Facta Ficta

vitam impendere vero

Nietzsche thinking

[MA-98]

Plaisir et instinct social

Par ses rapports avec d’autres hommes, l’homme acquiert une nouvelle espèce de plaisir, qui s’ajoute aux sentiments de plaisir qu’il tire de lui-même; par là il étend considérablement le domaine du plaisir en général. Peut-être bien des éléments qui rentrent dans ce genre lui sont-ils venus par héritage des animaux, lesquels éprouvent évidemment du plaisir quand ils jouent ensemble, par exemple là mère avec ses petits.

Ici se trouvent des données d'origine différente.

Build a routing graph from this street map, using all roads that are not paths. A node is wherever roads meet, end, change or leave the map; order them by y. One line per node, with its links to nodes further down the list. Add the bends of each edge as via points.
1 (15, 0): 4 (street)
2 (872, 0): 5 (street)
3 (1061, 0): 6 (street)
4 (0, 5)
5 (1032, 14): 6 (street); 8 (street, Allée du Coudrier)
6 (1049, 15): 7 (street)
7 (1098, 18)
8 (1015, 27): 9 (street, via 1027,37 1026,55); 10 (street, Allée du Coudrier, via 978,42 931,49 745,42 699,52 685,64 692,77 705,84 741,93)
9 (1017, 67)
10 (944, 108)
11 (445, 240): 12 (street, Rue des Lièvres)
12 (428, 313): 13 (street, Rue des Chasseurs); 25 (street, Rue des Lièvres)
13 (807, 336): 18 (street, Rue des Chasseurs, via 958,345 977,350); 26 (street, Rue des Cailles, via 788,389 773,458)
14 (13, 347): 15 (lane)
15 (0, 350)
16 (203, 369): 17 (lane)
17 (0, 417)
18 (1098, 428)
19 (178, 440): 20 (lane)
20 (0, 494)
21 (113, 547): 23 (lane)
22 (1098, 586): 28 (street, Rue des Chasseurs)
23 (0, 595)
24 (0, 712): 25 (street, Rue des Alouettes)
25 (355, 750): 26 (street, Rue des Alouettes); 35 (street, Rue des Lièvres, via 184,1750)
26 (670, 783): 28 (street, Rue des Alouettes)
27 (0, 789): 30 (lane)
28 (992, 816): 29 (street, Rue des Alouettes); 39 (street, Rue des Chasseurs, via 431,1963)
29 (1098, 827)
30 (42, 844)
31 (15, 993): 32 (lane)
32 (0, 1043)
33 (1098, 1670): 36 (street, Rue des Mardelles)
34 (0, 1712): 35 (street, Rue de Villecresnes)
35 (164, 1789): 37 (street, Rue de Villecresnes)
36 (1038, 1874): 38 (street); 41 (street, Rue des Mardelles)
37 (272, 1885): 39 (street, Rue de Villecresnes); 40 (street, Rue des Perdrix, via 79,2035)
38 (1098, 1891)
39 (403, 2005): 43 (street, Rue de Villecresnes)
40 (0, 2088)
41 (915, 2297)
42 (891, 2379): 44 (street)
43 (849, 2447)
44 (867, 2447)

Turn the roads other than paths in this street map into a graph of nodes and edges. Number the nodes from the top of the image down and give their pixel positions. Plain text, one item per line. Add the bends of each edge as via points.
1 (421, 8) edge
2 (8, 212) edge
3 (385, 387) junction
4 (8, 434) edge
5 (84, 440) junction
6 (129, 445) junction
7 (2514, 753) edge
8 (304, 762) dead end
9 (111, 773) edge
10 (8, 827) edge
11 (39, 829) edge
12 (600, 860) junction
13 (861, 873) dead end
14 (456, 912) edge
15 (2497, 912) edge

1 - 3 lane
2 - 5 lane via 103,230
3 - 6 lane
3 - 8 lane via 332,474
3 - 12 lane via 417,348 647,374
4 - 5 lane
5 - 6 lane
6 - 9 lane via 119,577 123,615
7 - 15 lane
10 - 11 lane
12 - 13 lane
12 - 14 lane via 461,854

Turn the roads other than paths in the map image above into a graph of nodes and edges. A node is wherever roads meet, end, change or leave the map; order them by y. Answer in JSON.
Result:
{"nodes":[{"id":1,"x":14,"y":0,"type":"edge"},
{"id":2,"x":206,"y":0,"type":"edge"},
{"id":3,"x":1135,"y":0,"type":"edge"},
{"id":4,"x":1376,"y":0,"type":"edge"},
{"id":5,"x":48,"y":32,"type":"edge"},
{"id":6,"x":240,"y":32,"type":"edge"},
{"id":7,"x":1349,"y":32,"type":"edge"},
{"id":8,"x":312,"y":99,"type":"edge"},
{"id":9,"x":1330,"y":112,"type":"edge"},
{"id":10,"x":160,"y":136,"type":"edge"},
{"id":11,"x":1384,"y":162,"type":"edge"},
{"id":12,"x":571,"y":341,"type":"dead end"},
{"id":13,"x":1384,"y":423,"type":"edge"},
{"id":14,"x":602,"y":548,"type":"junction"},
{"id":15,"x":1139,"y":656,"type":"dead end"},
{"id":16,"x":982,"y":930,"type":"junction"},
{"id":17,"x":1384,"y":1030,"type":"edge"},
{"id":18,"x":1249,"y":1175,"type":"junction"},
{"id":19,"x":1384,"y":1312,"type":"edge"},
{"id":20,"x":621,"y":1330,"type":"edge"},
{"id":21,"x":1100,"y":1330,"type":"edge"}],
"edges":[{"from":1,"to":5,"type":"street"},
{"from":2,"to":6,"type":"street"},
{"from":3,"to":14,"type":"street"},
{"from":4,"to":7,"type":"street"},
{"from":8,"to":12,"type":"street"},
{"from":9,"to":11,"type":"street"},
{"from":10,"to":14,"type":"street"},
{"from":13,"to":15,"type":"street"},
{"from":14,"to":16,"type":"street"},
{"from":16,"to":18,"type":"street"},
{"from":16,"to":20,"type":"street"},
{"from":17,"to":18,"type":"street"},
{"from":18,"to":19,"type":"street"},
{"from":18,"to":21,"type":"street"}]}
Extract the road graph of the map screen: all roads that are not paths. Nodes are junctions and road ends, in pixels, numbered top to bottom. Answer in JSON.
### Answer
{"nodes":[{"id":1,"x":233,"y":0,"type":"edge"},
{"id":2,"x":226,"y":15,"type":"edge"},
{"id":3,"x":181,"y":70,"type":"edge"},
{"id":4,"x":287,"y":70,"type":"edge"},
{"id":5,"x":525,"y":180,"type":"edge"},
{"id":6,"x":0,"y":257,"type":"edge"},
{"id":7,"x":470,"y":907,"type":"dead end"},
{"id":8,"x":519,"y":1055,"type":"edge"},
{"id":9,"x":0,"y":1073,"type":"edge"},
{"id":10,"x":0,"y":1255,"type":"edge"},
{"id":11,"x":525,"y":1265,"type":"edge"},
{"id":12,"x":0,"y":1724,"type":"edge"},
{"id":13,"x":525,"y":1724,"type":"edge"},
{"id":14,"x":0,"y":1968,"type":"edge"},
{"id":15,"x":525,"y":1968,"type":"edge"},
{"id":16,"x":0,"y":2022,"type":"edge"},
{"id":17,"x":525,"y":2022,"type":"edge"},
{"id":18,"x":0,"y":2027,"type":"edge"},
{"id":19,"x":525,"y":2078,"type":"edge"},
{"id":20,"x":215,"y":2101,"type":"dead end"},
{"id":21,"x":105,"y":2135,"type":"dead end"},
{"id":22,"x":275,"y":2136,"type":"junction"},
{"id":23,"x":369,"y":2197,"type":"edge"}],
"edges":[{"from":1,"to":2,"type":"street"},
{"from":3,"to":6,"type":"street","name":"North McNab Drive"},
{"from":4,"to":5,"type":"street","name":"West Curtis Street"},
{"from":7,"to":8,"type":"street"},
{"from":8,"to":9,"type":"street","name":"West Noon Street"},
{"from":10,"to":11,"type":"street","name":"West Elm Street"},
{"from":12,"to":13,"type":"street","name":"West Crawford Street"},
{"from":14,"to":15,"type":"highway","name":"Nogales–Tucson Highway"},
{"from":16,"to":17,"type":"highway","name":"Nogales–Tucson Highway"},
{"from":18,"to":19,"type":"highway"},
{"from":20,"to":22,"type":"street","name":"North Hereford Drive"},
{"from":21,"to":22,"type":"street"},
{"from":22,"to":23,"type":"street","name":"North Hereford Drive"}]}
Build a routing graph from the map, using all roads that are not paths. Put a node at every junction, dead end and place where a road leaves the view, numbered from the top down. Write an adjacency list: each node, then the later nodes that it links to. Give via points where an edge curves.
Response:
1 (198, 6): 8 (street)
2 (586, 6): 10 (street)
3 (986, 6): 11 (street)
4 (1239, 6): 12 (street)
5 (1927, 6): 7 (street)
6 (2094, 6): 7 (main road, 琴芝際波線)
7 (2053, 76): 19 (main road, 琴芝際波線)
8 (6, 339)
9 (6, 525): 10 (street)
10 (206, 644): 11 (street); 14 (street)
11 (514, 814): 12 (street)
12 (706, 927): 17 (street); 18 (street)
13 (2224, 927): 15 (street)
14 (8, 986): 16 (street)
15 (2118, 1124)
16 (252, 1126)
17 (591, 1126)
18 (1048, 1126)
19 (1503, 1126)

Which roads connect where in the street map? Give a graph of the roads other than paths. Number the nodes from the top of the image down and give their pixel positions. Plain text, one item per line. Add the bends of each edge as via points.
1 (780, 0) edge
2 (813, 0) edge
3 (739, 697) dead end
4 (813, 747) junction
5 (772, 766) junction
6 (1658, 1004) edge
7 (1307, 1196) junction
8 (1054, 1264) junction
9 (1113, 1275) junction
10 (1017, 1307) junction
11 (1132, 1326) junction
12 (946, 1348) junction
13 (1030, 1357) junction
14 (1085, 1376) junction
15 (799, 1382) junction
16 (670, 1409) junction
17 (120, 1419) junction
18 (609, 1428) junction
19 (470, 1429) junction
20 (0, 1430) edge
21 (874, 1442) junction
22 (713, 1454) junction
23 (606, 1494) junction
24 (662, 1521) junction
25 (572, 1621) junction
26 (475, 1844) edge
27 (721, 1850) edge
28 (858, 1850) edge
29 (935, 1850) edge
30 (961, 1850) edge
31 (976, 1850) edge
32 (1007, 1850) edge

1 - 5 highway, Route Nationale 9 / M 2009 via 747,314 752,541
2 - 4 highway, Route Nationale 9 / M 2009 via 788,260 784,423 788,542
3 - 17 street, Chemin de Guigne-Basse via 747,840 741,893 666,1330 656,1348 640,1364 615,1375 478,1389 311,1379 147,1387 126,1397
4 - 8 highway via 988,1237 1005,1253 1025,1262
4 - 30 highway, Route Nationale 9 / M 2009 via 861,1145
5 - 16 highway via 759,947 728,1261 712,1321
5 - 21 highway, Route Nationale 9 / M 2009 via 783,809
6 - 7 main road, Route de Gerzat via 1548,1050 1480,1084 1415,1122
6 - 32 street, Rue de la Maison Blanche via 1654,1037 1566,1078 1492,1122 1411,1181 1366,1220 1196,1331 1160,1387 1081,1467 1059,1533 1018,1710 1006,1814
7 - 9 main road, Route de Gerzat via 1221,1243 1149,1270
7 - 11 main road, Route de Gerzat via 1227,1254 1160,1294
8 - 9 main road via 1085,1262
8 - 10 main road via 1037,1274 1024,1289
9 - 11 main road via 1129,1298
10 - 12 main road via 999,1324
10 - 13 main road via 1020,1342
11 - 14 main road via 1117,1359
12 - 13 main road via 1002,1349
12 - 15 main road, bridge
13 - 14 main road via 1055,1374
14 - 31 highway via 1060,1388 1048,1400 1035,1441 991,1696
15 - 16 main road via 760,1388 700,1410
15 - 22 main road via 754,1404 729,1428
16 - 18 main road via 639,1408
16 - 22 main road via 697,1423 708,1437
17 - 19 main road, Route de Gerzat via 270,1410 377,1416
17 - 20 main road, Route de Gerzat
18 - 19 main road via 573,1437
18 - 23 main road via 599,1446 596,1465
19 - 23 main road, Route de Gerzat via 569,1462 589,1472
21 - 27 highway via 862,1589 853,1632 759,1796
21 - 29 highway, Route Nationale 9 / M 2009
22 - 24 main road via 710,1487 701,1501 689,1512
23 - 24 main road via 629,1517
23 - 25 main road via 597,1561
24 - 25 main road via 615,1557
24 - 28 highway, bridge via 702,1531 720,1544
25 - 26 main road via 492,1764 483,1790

D’autre part, qu’on réfléchisse aux rapports sexuels, qui font que toute femme presque paraît intéressante à tout homme en vue du plaisir, et réciproquement. Le sentiment de plaisir fondé sur les rapports humains fait en général l’homme meilleur; la joie commune, le plaisir pris ensemble sont accrus; ils donnent à l’individu de la sécurité, le rendent de meilleure humeur, dissolvent la méfiance, l’envie; car on se sent mieux soi-même et l’on voit les autres se sentir mieux pareillement. Les manifestations de plaisir similaires éveillent l’image de la sympathie, le sentiment d’être des semblables: c’est ce que font aussi les souffrances communes, les mêmes orages, les mêmes dangers, les mêmes ennemis. C’est là-dessus sans doute que se fonde la plus ancienne association: elle a le sens d’une délivrance et d’une protection commune contre un déplaisir qui menace, au profit de chaque individu. Et de cette façon l’instinct social naît du plaisir.